TASK DIRECTIONS
Line by line, transcribe the data below exactly and pass over the images.

Saved entries:
• • • • • • •

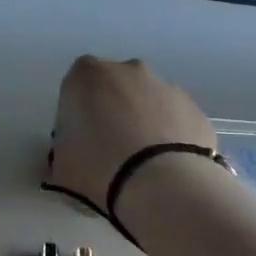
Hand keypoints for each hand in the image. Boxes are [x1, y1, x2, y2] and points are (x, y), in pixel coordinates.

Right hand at [46, 56, 215, 209]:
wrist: (163, 185)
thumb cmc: (98, 168)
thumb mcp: (60, 166)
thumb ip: (63, 152)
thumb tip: (71, 156)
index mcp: (87, 75)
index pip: (75, 87)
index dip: (76, 114)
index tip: (78, 141)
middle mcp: (128, 70)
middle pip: (114, 88)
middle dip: (111, 112)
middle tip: (109, 152)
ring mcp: (166, 87)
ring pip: (147, 102)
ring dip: (142, 123)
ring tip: (141, 165)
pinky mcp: (195, 109)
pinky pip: (174, 120)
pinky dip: (168, 137)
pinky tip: (165, 168)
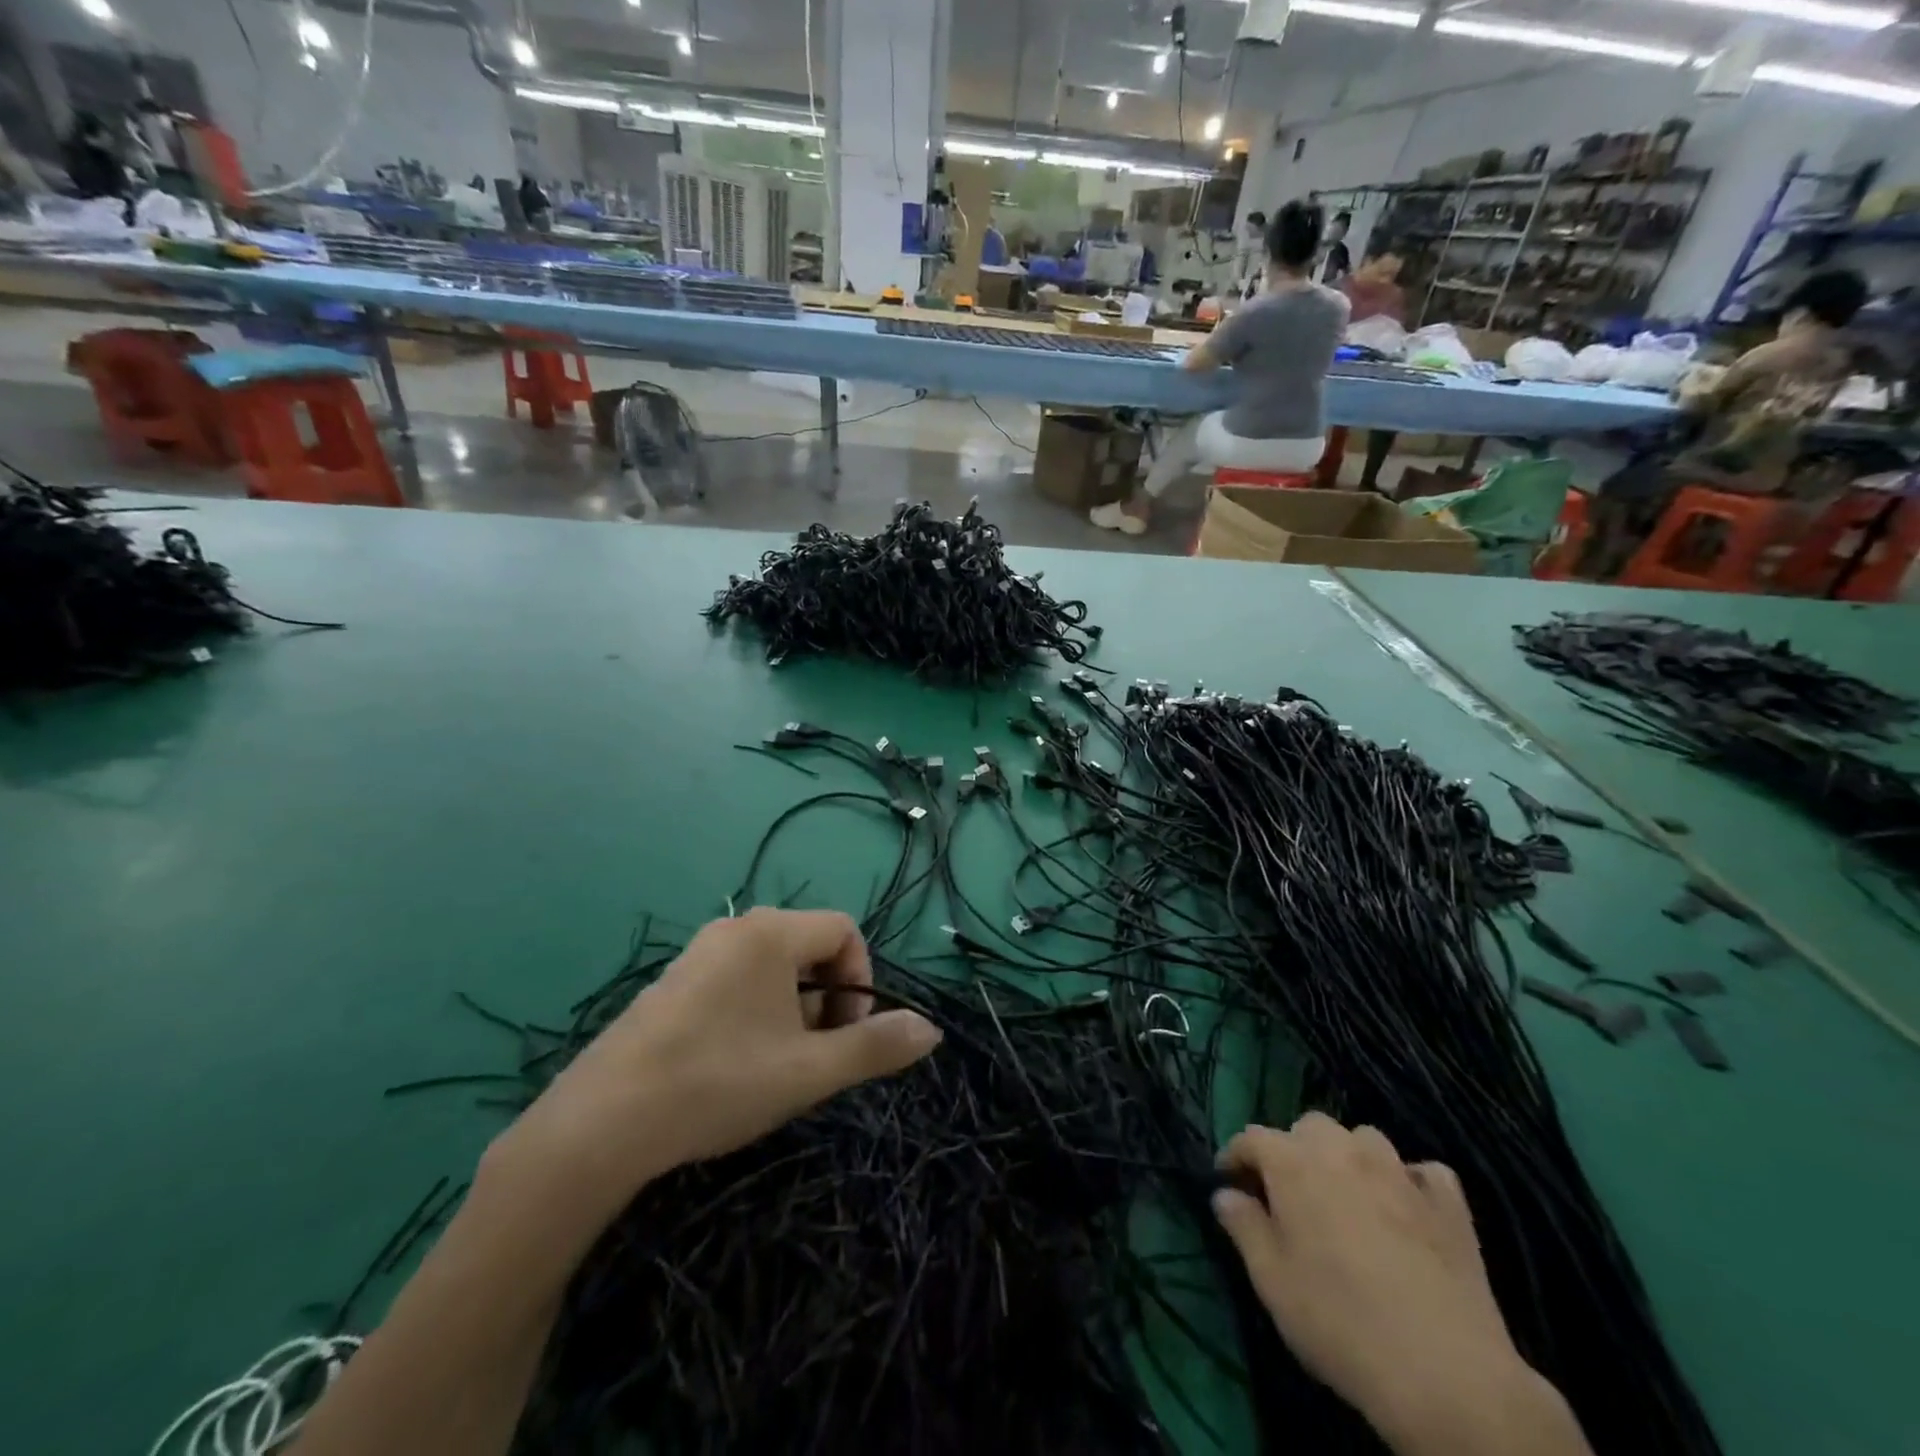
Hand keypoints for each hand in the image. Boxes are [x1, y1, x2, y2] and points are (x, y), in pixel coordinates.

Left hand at [490, 909, 941, 1216]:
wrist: (600, 1125)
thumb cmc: (719, 1082)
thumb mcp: (809, 1070)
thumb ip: (875, 1047)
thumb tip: (932, 1030)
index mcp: (770, 933)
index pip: (843, 930)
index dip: (860, 978)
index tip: (846, 1034)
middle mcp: (734, 929)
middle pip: (808, 948)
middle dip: (826, 1000)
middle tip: (811, 1058)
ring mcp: (696, 955)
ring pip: (771, 969)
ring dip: (791, 1011)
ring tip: (774, 1068)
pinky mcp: (670, 984)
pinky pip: (734, 982)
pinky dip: (753, 1014)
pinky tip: (731, 1068)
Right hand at [1213, 1115, 1584, 1455]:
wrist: (1446, 1374)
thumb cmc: (1340, 1322)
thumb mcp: (1271, 1281)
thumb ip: (1243, 1227)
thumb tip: (1225, 1194)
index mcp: (1293, 1162)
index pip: (1252, 1137)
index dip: (1235, 1156)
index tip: (1229, 1182)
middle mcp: (1343, 1151)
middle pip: (1309, 1126)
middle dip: (1294, 1150)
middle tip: (1290, 1194)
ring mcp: (1400, 1172)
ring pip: (1364, 1139)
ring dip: (1349, 1157)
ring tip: (1347, 1196)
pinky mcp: (1450, 1204)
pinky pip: (1424, 1172)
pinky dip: (1410, 1181)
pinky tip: (1407, 1209)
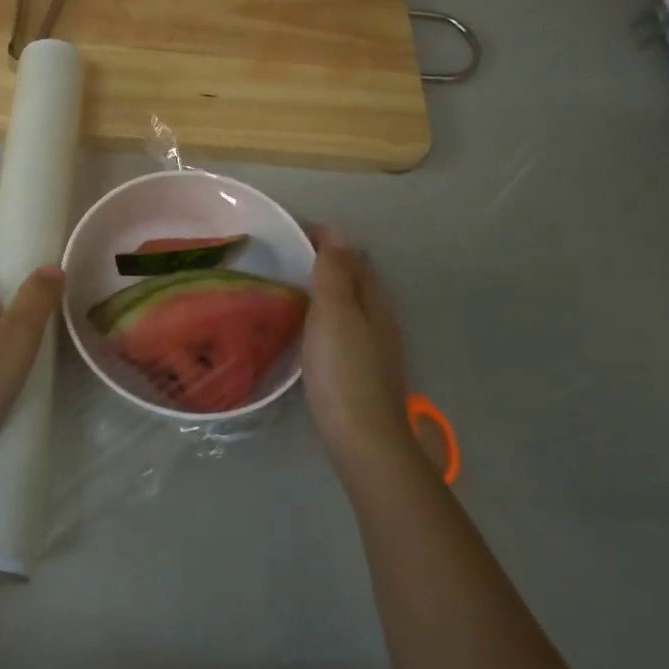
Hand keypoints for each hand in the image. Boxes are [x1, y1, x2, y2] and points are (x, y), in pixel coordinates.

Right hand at [302, 228, 411, 464]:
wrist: (363, 437)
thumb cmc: (344, 370)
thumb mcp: (334, 313)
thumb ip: (334, 272)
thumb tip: (337, 233)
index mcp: (374, 300)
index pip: (353, 256)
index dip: (327, 239)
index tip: (293, 231)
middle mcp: (380, 319)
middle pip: (356, 279)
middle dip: (328, 261)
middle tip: (288, 256)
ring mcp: (374, 347)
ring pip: (351, 305)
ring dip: (327, 289)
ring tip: (292, 287)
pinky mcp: (362, 371)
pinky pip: (344, 327)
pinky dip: (326, 316)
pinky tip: (307, 329)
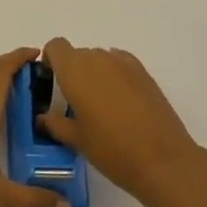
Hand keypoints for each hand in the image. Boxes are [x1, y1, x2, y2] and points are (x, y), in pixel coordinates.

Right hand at [38, 38, 203, 206]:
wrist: (162, 160)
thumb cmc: (111, 150)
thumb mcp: (77, 140)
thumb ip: (55, 123)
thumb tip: (43, 117)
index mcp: (75, 70)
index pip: (56, 47)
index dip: (51, 60)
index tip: (52, 83)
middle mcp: (97, 58)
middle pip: (78, 55)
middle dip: (73, 73)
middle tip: (76, 103)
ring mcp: (123, 63)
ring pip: (100, 59)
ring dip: (95, 75)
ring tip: (102, 107)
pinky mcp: (144, 72)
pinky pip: (120, 65)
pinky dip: (115, 76)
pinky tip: (121, 103)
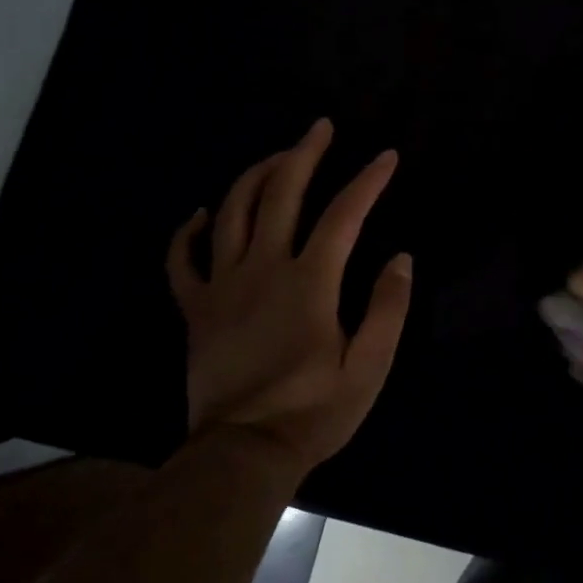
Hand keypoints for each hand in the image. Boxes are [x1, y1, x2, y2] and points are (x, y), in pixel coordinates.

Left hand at [167, 118, 411, 477]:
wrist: (242, 454)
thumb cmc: (314, 410)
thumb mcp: (370, 366)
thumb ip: (388, 308)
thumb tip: (401, 258)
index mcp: (309, 281)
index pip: (344, 214)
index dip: (368, 180)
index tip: (387, 156)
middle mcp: (263, 269)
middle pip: (280, 194)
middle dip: (303, 154)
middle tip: (320, 127)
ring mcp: (222, 286)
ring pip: (231, 212)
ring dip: (254, 176)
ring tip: (276, 157)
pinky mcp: (195, 309)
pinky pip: (182, 260)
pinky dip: (189, 231)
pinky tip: (202, 212)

• • • • • • •

REPLY
Hand keypoints for each hand in the image. Boxes are [x1, y1, x2, y2] and points are (x, y), in pixel coordinates.

Right hand at [46, 56, 215, 209]:
wrist: (163, 185)
thumb cmc: (98, 168)
thumb mcp: (60, 166)
thumb ip: (63, 152)
thumb tip: (71, 156)
index mcp: (87, 75)
index pip: (75, 87)
index dip: (76, 114)
index tip: (78, 141)
middle mcp: (128, 70)
middle pip: (114, 88)
middle dip: (111, 112)
middle tip: (109, 152)
ring mcp: (166, 87)
ring pip: (147, 102)
ring dip: (142, 123)
ring tip: (141, 165)
pinky mcp: (195, 109)
pinky pip: (174, 120)
pinky dip: (168, 137)
pinky tip: (165, 168)
Hand keypoints for each hand in the image. Boxes are [x1, y1, x2, y2] and points are (x, y), in pixel coordinates.

Left hand at [490, 909, 941, 1216]:
wrist: (600, 1125)
thumb cmc: (719, 1082)
thumb mcp: (809, 1070)
thumb ip: (875, 1047)
thumb tip: (932, 1030)
index mcp: (770, 933)
index pip: (843, 930)
index dip: (860, 978)
index tip: (846, 1034)
middle mcp: (734, 929)
middle pip: (808, 948)
middle dip: (826, 1000)
middle tip: (811, 1058)
ring mcp: (696, 955)
ring pip: (771, 969)
ring dip: (791, 1011)
ring tip: (774, 1068)
pinky mcp: (670, 984)
pinky pip: (734, 982)
pinky dip: (753, 1014)
pinky tip: (731, 1068)
Right hand at [1213, 1115, 1584, 1455]:
wrist: (1446, 1374)
thumb cmc: (1340, 1322)
thumb mcp: (1271, 1281)
thumb ip: (1243, 1227)
thumb tip: (1225, 1194)
index mcp: (1293, 1162)
index pip: (1252, 1137)
index dip: (1235, 1156)
index tip: (1229, 1182)
middle mcp: (1343, 1151)
middle pip: (1309, 1126)
middle dip: (1294, 1150)
middle tip: (1290, 1194)
ring mcp: (1400, 1172)
ring pip: (1364, 1139)
ring dip: (1349, 1157)
ring tip: (1347, 1196)
pinky mcp: (1450, 1204)
pinky pip: (1424, 1172)
pinky dip: (1410, 1181)
pinky tip: (1407, 1209)
Hand keypoints for each hand in the image. Boxes are [x1, y1, x2, y2] and points are (x, y), in pixel coordinates.

Right hand at [302, 228, 411, 464]:
wrist: (363, 437)
thumb cmc: (344, 370)
thumb mcp: (334, 313)
thumb ip: (334, 272)
thumb tip: (337, 233)
index mcp: (374, 300)
index pip: (353, 256)
index dip: (327, 239)
index tip: (293, 231)
middle mcp: (380, 319)
middle pip: (356, 279)
middle dip: (328, 261)
middle tip: (288, 256)
ring mcp: (374, 347)
ring pip: (351, 305)
ring dip: (327, 289)
ring tip: (292, 287)
pinky mcp: (362, 371)
pinky pip: (344, 327)
pinky dip: (326, 316)
pinky tip: (307, 329)
Hand keypoints for each hand in the image. Boxes are [x1, y1, x2, y2] and points are (x, y), in pixel coordinates.

Right hand at [38, 38, 203, 206]:
wrist: (162, 160)
thumb cmc: (111, 150)
thumb mcp: (77, 140)
thumb ip: (55, 123)
thumb tip: (43, 117)
index mcp: (75, 70)
index pip: (56, 47)
index dip: (51, 60)
index tip: (52, 83)
middle mcp: (97, 58)
middle pip: (78, 55)
middle dip: (73, 73)
middle tip: (76, 103)
ring mcp: (123, 63)
ring pip: (100, 59)
ring dip: (95, 75)
ring tip: (102, 107)
pinky mcp: (144, 72)
pinky pip: (120, 65)
pinky dip: (115, 76)
pinky tip: (121, 103)
Hand keypoints for each hand in the image. Boxes are [x1, y1, x2, y2] and points are (x, y), in pixel coordinates.

Left hand at [167, 118, 411, 477]:
wrist: (242, 454)
thumb cmc: (314, 410)
thumb mcp: (370, 366)
thumb ip: (388, 308)
thumb tip: (401, 258)
index mcp: (309, 281)
index pip: (344, 214)
index dip: (368, 180)
index tip: (387, 156)
middle mcp: (263, 269)
middle pip: (280, 194)
middle dip: (303, 154)
middle tip: (320, 127)
ring mcp: (222, 286)
ring pip: (231, 212)
ring dip: (254, 176)
ring tip: (276, 157)
pinky mcp: (195, 309)
pinky pip: (182, 260)
pinky dip: (189, 231)
pinky tip: (202, 212)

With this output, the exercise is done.